Я вычитал эту длинную неуклюжую фразу у американского писателя Томаса Вулфа. Книга под названием «Домой возврата нет» неожиданно обнаружилась на даче, на полке среди старых, потерявших смысл газет, брошюр без обложек. Должно быть, кто-то ее забыл. Вряд ли дед принадлежал к числу поклонников Томаса Вулфа.
Я с легким сердцем отнес прочитанное на собственный счет. Истины не всегда нуждаются в словесной формулировке, подумалось мне, иногда достаточно просто чувствовать их.
В этот день выпал первый снег.
Накануне мне возвратили из редакции рассказ.

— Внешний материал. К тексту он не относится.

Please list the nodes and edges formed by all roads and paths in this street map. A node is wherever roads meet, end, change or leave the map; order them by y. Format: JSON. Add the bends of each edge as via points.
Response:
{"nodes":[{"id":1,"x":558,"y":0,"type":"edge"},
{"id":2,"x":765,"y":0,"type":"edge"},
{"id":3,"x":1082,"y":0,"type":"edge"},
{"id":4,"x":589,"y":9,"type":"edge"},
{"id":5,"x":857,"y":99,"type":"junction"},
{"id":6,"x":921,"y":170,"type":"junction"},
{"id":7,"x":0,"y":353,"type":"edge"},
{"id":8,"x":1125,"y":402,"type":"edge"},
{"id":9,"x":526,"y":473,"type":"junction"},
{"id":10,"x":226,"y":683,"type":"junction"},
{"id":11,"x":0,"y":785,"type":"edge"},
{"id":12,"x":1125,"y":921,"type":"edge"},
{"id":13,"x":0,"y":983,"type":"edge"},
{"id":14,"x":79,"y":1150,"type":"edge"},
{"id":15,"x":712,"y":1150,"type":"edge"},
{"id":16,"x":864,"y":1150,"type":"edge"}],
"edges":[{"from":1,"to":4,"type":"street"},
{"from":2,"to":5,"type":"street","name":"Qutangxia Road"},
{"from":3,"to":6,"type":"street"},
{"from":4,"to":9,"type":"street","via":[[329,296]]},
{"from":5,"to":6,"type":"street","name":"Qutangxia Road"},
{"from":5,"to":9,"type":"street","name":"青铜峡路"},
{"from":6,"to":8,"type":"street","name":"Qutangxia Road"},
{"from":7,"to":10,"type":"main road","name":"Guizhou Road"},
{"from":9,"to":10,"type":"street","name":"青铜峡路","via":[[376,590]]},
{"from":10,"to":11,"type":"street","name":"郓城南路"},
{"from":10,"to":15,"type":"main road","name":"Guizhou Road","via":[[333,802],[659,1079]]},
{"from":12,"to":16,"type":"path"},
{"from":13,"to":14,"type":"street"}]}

Я переживал час горькой философии, конфликта с миром. Сам я понимал и обнимал душой все: первый снег, сверкающие на солнце ледяные ветви, незримую связь людей с вечностью. В любом проявлении жизни: в падающем снеге, скрипе калитки, собачьем лае — угадывал некий всеобщий смысл. В бодро шагающем по лесной тропинке пешеходе — неприкаянного, безысходного скитальца на Фаустовой шкале добра и зла. В пожелтевшей от времени газете — меняющее обличье, коварное холуйствующее слово. В бое часов — напоминание о неизбежной смерти.
Меня же, увы, никто не понимал. Возвращенный рассказ лежал на столе. Обостренное переживание превращалось в манию. Зачем всё, если никто не хочет понимать?
Под знаком этих сомнительных истин и начался день.